West Australia’s Crazy, Colourful, Tin Horse Highway

“Is that a horse made from scrap metal?” It’s not something you see on every roadtrip, but a small farming community in Western Australia’s wheatbelt region has created an open-air art gallery along one of their highways. Moving to Australia gave me a fresh perspective on distance. Living in Esperance, WA, our nearest city is Perth and it is over 700 kilometres away. That’s about the same distance as driving from Paris to Barcelona, or New York to Detroit. Roaring along the highway, about five hours into the eight-hour journey, I spotted the first of more than 70 tin horses that line the main road leading into Kulin.

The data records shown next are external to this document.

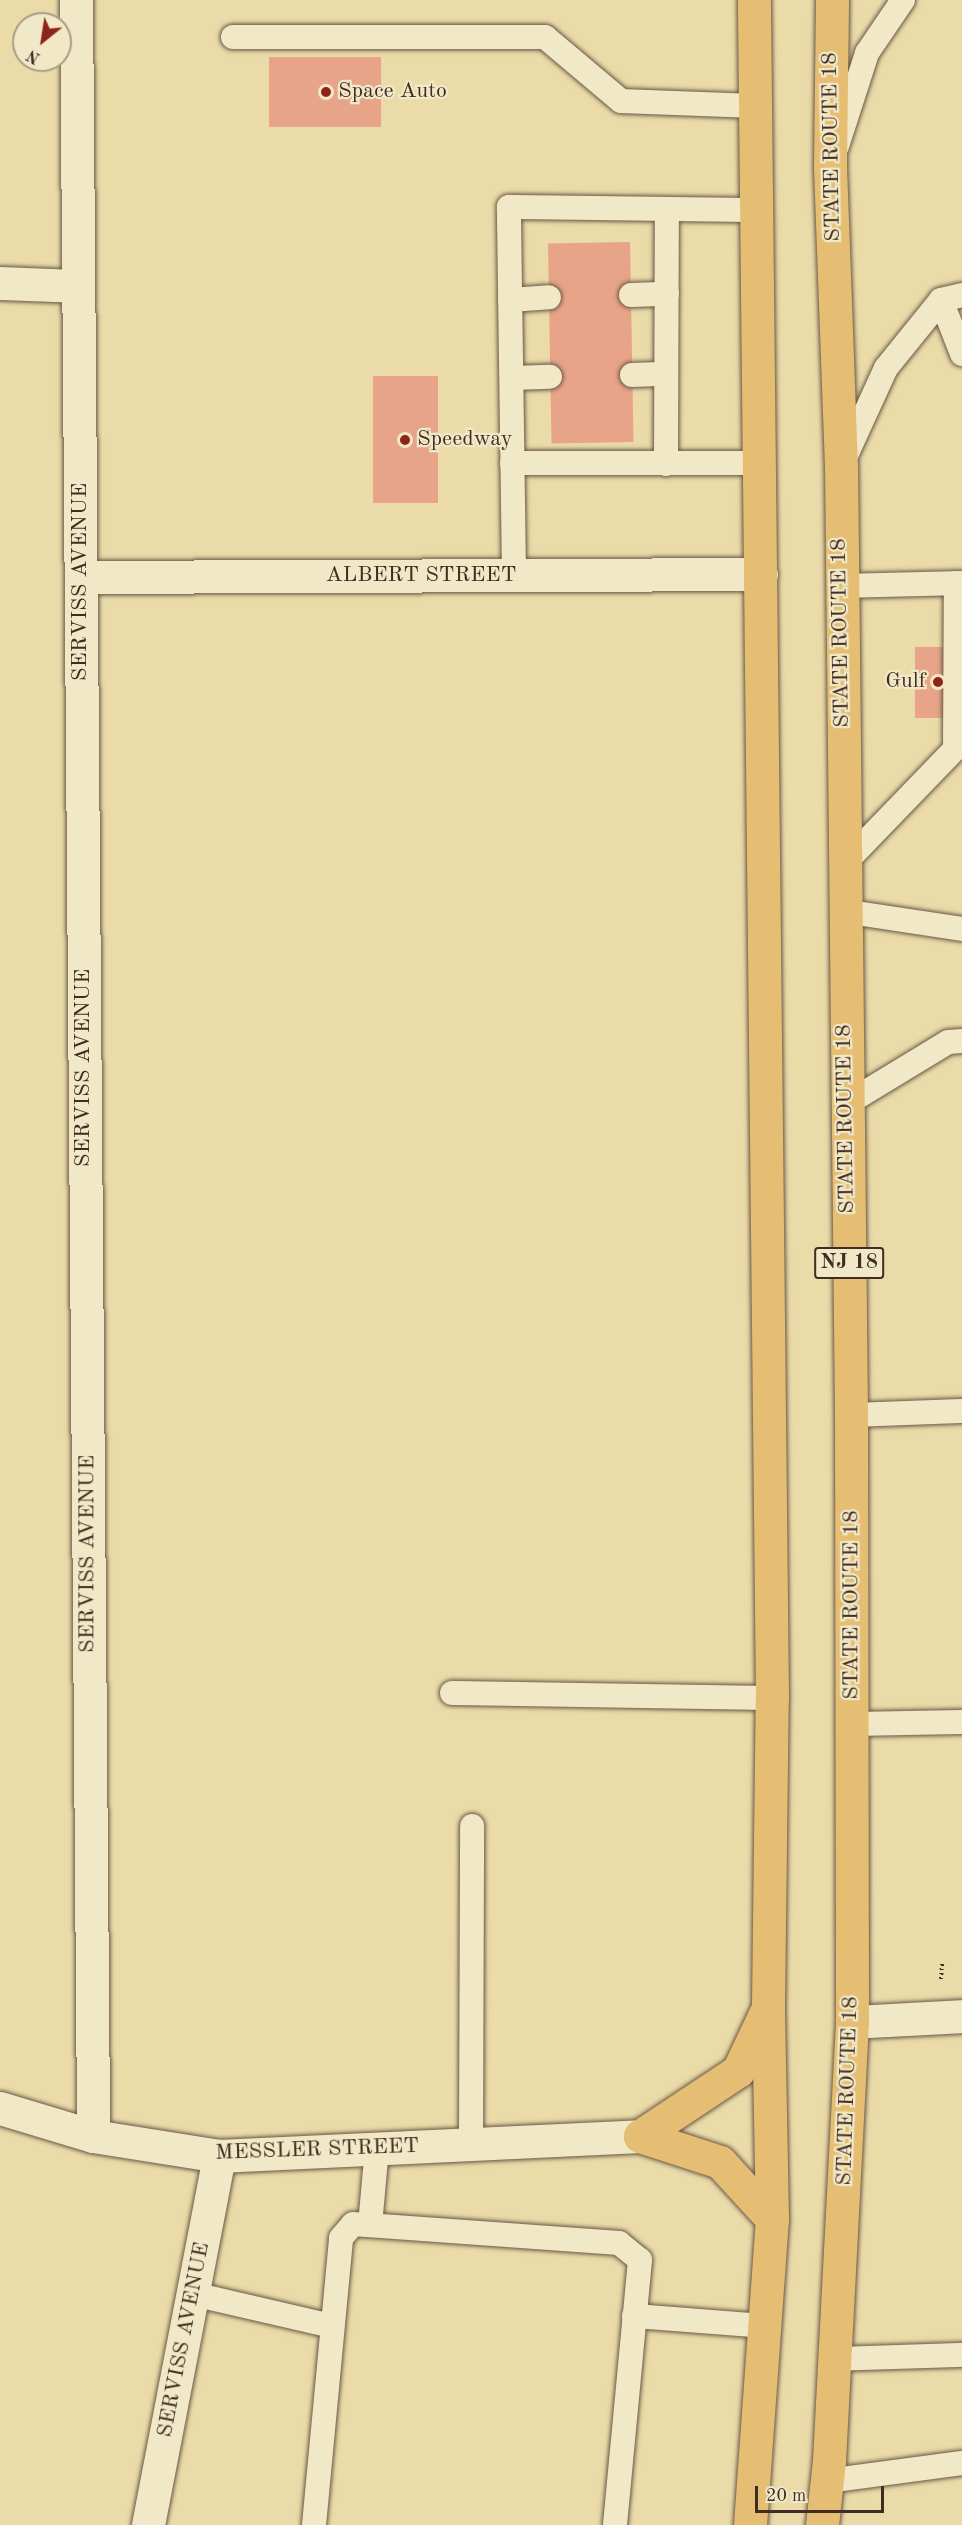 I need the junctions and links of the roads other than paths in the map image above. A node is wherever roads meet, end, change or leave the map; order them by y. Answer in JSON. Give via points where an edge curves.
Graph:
{"nodes":[{"id":1,"x":76,"y":0,"type":"edge"},
{"id":2,"x":754,"y":0,"type":"edge"},
{"id":3,"x":832,"y":0,"type":"edge"},
{"id":4,"x":903,"y":0,"type":"edge"},
{"id":5,"x":232,"y":37,"type":"dead end"},
{"id":6,"x":756,"y":106,"type":"junction"},
{"id":7,"x":830,"y":165,"type":"junction"},
{"id":8,"x":667,"y":209,"type":"junction"},
{"id":9,"x":757,"y":210,"type":"junction"},
{"id":10,"x":0,"y":283,"type":"edge"},
{"id":11,"x":78,"y":286,"type":"junction"},
{"id":12,"x":667,"y":294,"type":"junction"},
{"id":13,"x":630,"y":295,"type":"dead end"},
{"id":14,"x":549,"y":297,"type":"dead end"},
{"id":15,"x":951,"y":298,"type":"edge"},
{"id":16,"x":510,"y":300,"type":"junction"},
{"id":17,"x":962,"y":354,"type":"edge"},
{"id":18,"x":666,"y":374,"type":"junction"},
{"id":19,"x":632,"y":375,"type":"dead end"},
{"id":20,"x":550,"y":377,"type":"dead end"},
{"id":21,"x":512,"y":378,"type":"junction"},
{"id":22,"x":513,"y":463,"type":"junction"},
{"id":23,"x":759,"y":463,"type":"junction"},
{"id":24,"x":666,"y":464,"type":"junction"},
{"id":25,"x":841,"y":467,"type":"junction"},
{"id":26,"x":761,"y":574,"type":"junction"},
{"id":27,"x":514,"y":575,"type":"junction"},
{"id":28,"x":81,"y":577,"type":"junction"},
{"id":29,"x":959,"y":583,"type":"edge"},
{"id":30,"x":841,"y":586,"type":"junction"},
{"id":31,"x":843,"y":866,"type":"junction"},
{"id":32,"x":843,"y":911,"type":"junction"},
{"id":33,"x":955,"y":930,"type":"edge"},
{"id":34,"x":955,"y":1041,"type":"edge"},
{"id":35,"x":846,"y":1104,"type":"junction"},
{"id":36,"x":962,"y":1411,"type":"edge"},
{"id":37,"x":851,"y":1415,"type":"junction"},
{"id":38,"x":452,"y":1693,"type":"dead end"},
{"id":39,"x":772,"y":1698,"type":"junction"},
{"id":40,"x":962,"y":1722,"type":"edge"},
{"id":41,"x":852,"y":1724,"type":"junction"},
{"id":42,"x":472,"y":1826,"type":"dead end"},
{"id":43,"x":768,"y":2006,"type":"junction"},
{"id":44,"x":962,"y":2016,"type":"edge"},
{"id":45,"x":852,"y":2022,"type":"junction"},
{"id":46,"x":0,"y":2108,"type":"edge"},
{"id":47,"x":93,"y":2136,"type":"junction"},
{"id":48,"x":640,"y":2136,"type":"junction"},
{"id":49,"x":471,"y":2144,"type":"junction"},
{"id":50,"x":377,"y":2148,"type":"junction"},
{"id":51,"x":219,"y":2156,"type":"junction"},
{"id":52,"x":772,"y":2219,"type":"junction"},
{"id":53,"x":370,"y":2225,"type":"junction"},
{"id":54,"x":193,"y":2294,"type":"junction"},
{"id":55,"x":634,"y":2316,"type":"junction"},
{"id":56,"x":332,"y":2326,"type":"junction"},
{"id":57,"x":764,"y":2326,"type":"junction"},
{"id":58,"x":962,"y":2355,"type":"edge"},
{"id":59,"x":834,"y":2359,"type":"junction"},
{"id":60,"x":962,"y":2463,"type":"edge"},
{"id":61,"x":827,"y":2481,"type":"junction"},
{"id":62,"x":148,"y":2525,"type":"edge"},
{"id":63,"x":314,"y":2525,"type":"edge"},
{"id":64,"x":615,"y":2525,"type":"edge"},
{"id":65,"x":750,"y":2525,"type":"edge"},
{"id":66,"x":822,"y":2525,"type":"edge"}],
"edges":[{"from":1,"to":11,"type":"street","name":"SERVISS AVENUE"},
{"from":2,"to":6,"type":"highway"},
{"from":3,"to":7,"type":"highway","name":"STATE ROUTE 18","number":"NJ 18"},
{"from":4,"to":7,"type":"lane","via":[[867,53]]},
{"from":5,"to":6,"type":"lane","via":[[546,37],[621,101]]},
{"from":6,"to":9,"type":"highway"},
{"from":7,"to":25,"type":"highway","name":"STATE ROUTE 18","number":"NJ 18"},
{"from":8,"to":9,"type":"lane"},
{"from":8,"to":12,"type":"lane"},
{"from":8,"to":16,"type":"lane","via":[[509,207]]},
{"from":9,"to":23,"type":"highway"},
{"from":10,"to":11,"type":"street"},
{"from":11,"to":28,"type":"street","name":"SERVISS AVENUE"},
{"from":12,"to":13,"type":"lane"},
{"from":12,"to":18,"type":"lane"},
{"from":14,"to":16,"type":"lane"},
{"from":15,"to":17,"type":"lane"},
{"from":15,"to":25,"type":"lane","via":[[886,368]]},
{"from":16,"to":21,"type":"lane"},
{"from":18,"to":19,"type":"lane"},
{"from":18,"to":24,"type":"lane"},
{"from":20,"to":21,"type":"lane"},
{"from":21,"to":22,"type":"lane"},
{"from":22,"to":24,"type":"lane"},
{"from":22,"to":27,"type":"lane"},
{"from":23,"to":24,"type":"lane"},
{"from":23,"to":26,"type":"highway"},
{"from":25,"to":30,"type":"highway","name":"STATE ROUTE 18","number":"NJ 18"},
{"from":26,"to":27,"type":"street","name":"ALBERT STREET"},
{"from":26,"to":39,"type":"highway"},
{"from":27,"to":28,"type":"street","name":"ALBERT STREET"},
{"from":28,"to":47,"type":"street","name":"SERVISS AVENUE"},
{"from":29,"to":30,"type":"lane"},
{"from":29,"to":31,"type":"lane","via":[[955,749]]},
{"from":30,"to":31,"type":"highway","name":"STATE ROUTE 18","number":"NJ 18"},
{"from":31,"to":32,"type":"highway","name":"STATE ROUTE 18","number":"NJ 18"},
{"from":32,"to":33,"type":"lane"},
{"from":32,"to":35,"type":"highway","name":"STATE ROUTE 18","number":"NJ 18"},
{"from":34,"to":35,"type":"lane"},
{"from":35,"to":37,"type":"highway","name":"STATE ROUTE 18","number":"NJ 18"},
{"from":36,"to":37,"type":"lane"},
{"from":37,"to":41,"type":"highway","name":"STATE ROUTE 18","number":"NJ 18"},
{"from":38,"to":39,"type":"lane"},
{"from":39,"to":43,"type":"highway"},
{"from":40,"to":41,"type":"lane"},
{"from":41,"to":45,"type":"highway","name":"STATE ROUTE 18","number":"NJ 18"},
{"from":42,"to":49,"type":"lane"},
{"from":43,"to":48,"type":"highway","via":[[738,2071]]},
{"from":43,"to":52,"type":"highway"},
{"from":44,"to":45,"type":"street"},
{"from":45,"to":59,"type":"highway","name":"STATE ROUTE 18","number":"NJ 18"},
{"from":46,"to":47,"type":"street","name":"MESSLER STREET"},
{"from":47,"to":51,"type":"street","name":"MESSLER STREET"},
{"from":48,"to":49,"type":"street","name":"MESSLER STREET"},
{"from":48,"to":52,"type":"highway","via":[[720,2162]]},
{"from":49,"to":50,"type":"street","name":"MESSLER STREET"},
{"from":50,"to":51,"type":"street","name":"MESSLER STREET"},
{"from":50,"to":53,"type":"lane"},
{"from":51,"to":54,"type":"street","name":"SERVISS AVENUE"},
{"from":52,"to":57,"type":"highway"},
{"from":53,"to":55,"type":"lane","via":[[619,2243],[640,2260]]},
{"from":53,"to":56,"type":"lane","via":[[353,2224],[341,2238]]},
{"from":54,"to":56,"type":"lane"},
{"from":54,"to":62,"type":"street","name":"SERVISS AVENUE"},
{"from":55,"to":57,"type":"lane"},
{"from":55,"to":64,"type":"lane"},
{"from":56,"to":63,"type":"lane"},
{"from":57,"to":65,"type":"highway"},
{"from":58,"to":59,"type":"lane"},
{"from":59,"to":61,"type":"highway","name":"STATE ROUTE 18","number":"NJ 18"},
{"from":60,"to":61,"type":"lane"},
{"from":61,"to":66,"type":"highway","name":"STATE ROUTE 18","number":"NJ 18"}]} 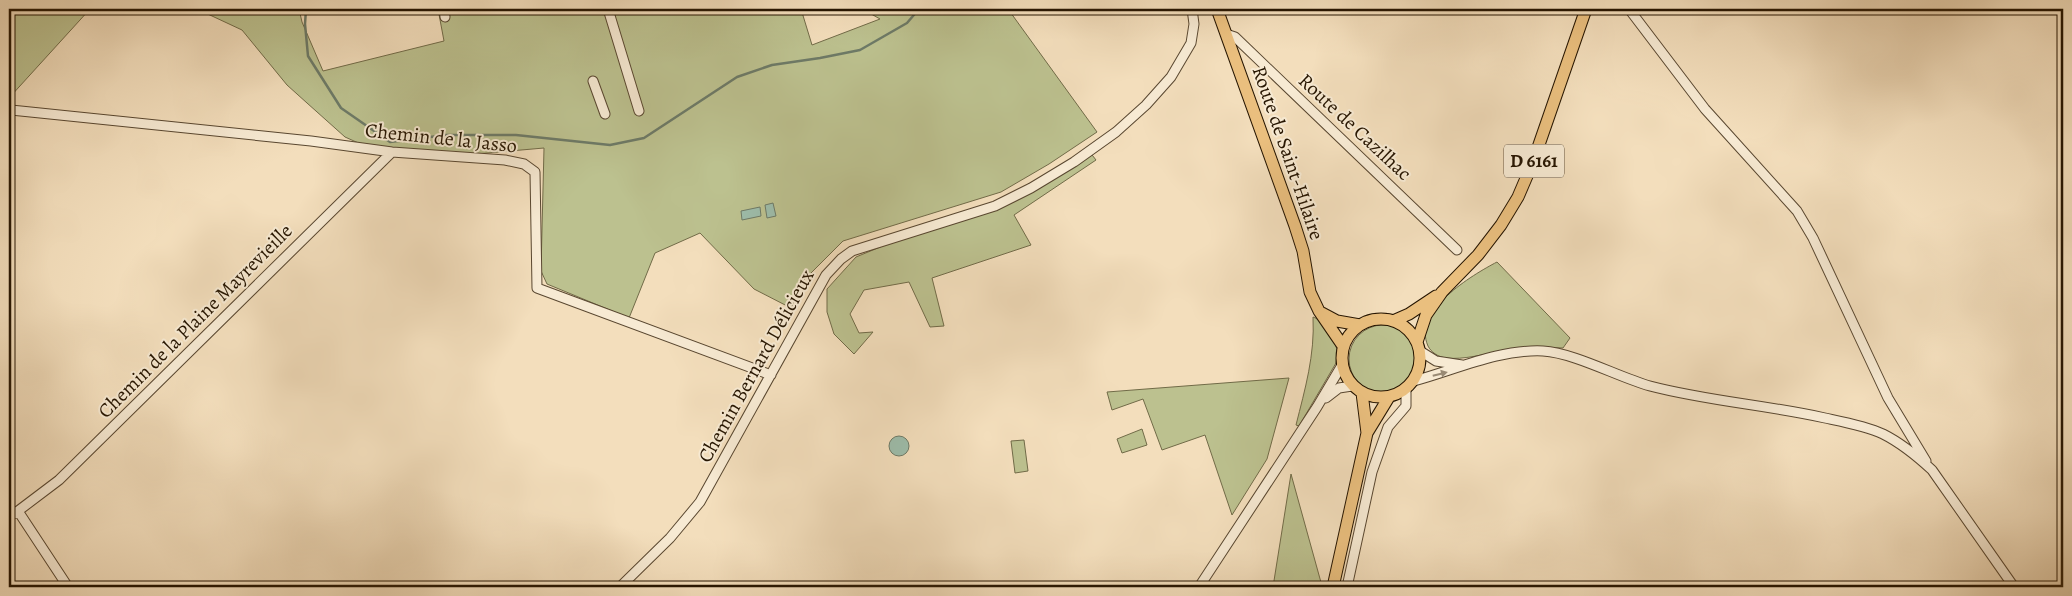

Tin Horse Highway, Kulin, Western Australia

Kulin is a small farming community in the middle of Western Australia’s Wheatbelt area in the southwest. Kulin holds a tin horse competition each year, coinciding with the annual Kulin Bush Races in October. Locals make the amusing tin horses out of scrap metal from local farms.

Tin Horse Highway, Kulin, Western Australia

More than 70 tin horses line the route. Some are decorated to a theme, such as the Scottish tin horse (kilt, bagpipes and all!), the hockey, golf and tennis playing horses, others are flying planes or sitting on a toilet reading ‘playhorse magazine’. The majority of the horses are on either side of a 15 km stretch of the road leading east out of Kulin, towards Lake Grace. There are others to the west of town and also dotted around the town site. The horses add a splash of creativity to Kulin and the community’s embracing of them gives the impression that the 800 ish locals are good-humoured, fun-loving folk. They certainly provide a fun distraction on the long roadtrip.